> [WHAT THE TASK ASKS] Go through the material and return every line that contains the string "Willamette".
(Beginning of LISTED ENTRIES)
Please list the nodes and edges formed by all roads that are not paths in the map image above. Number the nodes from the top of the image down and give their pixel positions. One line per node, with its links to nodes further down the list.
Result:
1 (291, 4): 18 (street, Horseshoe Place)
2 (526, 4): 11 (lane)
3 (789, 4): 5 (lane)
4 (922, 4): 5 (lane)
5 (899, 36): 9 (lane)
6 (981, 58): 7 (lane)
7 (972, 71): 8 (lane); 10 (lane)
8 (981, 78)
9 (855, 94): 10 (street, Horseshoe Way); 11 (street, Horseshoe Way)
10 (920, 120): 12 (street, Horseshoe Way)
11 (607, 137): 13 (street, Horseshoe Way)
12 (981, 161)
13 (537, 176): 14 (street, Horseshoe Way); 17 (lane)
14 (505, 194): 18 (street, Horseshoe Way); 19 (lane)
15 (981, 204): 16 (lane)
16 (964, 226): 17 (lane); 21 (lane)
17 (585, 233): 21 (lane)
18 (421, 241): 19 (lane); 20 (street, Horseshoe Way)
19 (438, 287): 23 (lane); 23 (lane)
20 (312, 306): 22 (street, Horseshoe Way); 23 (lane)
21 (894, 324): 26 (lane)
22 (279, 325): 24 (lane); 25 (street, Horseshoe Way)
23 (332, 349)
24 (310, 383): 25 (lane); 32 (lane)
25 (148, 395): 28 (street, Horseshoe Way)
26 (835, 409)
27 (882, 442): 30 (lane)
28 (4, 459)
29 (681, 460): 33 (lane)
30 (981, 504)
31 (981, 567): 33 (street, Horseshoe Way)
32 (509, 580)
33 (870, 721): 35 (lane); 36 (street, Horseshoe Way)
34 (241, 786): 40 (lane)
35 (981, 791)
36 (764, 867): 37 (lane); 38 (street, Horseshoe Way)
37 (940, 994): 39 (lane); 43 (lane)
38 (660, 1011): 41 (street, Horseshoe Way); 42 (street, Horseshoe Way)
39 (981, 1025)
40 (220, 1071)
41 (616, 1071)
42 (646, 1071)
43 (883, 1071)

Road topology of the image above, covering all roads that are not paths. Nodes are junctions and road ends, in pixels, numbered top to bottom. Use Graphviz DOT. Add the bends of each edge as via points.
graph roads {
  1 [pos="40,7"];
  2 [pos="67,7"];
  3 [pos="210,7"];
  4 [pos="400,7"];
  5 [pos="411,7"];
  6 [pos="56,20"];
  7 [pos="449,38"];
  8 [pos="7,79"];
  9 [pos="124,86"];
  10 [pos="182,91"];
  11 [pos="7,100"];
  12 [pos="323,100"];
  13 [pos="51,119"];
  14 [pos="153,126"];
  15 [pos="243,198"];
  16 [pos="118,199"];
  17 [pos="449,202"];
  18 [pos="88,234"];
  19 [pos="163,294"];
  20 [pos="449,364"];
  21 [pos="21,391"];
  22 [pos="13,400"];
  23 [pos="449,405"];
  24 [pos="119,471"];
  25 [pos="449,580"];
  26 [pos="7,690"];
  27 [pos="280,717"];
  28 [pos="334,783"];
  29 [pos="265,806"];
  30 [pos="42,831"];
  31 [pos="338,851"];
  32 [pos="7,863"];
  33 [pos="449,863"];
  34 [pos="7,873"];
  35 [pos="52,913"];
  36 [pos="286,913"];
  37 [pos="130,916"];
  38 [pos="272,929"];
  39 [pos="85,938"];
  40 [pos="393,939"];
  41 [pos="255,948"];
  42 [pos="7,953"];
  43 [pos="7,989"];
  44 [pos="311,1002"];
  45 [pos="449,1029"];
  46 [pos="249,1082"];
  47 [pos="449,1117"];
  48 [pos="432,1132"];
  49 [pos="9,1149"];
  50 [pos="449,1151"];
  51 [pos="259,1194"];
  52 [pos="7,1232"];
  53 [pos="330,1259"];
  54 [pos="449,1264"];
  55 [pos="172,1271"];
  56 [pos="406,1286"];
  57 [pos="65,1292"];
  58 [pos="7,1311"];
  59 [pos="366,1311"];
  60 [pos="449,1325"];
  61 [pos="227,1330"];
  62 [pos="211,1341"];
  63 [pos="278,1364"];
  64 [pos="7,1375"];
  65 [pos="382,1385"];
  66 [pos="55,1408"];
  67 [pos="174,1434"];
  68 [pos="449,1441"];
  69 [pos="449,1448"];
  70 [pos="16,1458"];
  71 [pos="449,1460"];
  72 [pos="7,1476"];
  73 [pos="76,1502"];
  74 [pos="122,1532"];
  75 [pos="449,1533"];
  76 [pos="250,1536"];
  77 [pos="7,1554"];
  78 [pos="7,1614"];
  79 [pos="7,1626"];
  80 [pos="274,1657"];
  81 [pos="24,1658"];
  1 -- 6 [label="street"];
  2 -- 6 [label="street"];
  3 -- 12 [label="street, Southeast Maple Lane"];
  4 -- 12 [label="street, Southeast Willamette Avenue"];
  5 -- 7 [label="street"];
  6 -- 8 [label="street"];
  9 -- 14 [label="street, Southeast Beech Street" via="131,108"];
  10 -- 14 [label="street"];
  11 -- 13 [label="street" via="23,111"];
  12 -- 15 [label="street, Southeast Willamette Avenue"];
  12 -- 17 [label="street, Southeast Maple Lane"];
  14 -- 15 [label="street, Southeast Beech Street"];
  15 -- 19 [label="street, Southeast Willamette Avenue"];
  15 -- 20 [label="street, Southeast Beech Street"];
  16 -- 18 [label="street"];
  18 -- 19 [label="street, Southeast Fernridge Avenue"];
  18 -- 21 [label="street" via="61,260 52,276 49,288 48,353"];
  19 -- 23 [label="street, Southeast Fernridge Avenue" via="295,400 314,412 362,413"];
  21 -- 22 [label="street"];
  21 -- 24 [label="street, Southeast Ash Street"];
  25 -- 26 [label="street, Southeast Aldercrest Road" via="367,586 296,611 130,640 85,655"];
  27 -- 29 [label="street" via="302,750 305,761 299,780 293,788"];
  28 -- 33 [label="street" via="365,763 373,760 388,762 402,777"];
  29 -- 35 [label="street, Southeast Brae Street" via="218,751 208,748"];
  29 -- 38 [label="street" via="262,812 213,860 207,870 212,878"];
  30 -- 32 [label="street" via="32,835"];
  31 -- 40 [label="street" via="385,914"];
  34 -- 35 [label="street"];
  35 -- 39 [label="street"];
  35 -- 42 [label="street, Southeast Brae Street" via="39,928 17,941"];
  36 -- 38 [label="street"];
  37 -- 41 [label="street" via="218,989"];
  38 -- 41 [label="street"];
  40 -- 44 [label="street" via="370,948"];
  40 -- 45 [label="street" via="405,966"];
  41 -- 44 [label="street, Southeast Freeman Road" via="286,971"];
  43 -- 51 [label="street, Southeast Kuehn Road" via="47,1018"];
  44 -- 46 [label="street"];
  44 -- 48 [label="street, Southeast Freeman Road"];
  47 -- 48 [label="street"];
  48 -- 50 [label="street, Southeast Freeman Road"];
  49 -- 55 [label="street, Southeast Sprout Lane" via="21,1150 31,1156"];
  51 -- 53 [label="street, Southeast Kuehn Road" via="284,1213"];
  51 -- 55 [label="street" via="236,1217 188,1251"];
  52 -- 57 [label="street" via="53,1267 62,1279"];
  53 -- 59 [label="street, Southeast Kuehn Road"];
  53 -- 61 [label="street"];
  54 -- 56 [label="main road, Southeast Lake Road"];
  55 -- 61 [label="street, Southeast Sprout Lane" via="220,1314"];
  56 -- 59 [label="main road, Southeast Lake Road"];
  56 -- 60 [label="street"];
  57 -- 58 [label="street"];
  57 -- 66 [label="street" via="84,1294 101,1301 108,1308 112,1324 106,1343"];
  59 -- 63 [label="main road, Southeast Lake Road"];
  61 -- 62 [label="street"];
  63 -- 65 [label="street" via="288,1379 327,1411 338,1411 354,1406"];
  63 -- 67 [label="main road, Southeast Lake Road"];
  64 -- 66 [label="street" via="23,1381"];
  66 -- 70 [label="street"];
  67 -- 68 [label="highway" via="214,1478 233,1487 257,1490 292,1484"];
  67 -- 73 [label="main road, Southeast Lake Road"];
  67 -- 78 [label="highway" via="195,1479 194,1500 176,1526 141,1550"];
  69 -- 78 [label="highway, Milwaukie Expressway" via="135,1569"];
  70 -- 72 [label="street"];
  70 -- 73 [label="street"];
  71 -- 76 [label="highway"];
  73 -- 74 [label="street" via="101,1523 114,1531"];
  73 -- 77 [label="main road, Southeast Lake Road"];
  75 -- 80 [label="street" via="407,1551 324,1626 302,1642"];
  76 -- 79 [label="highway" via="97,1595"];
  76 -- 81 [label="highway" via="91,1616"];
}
(End of LISTED ENTRIES)
> [RESPONSE BELOW]
  4 -- 12 [label="street, Southeast Willamette Avenue"];
  12 -- 15 [label="street, Southeast Willamette Avenue"];
  15 -- 19 [label="street, Southeast Willamette Avenue"];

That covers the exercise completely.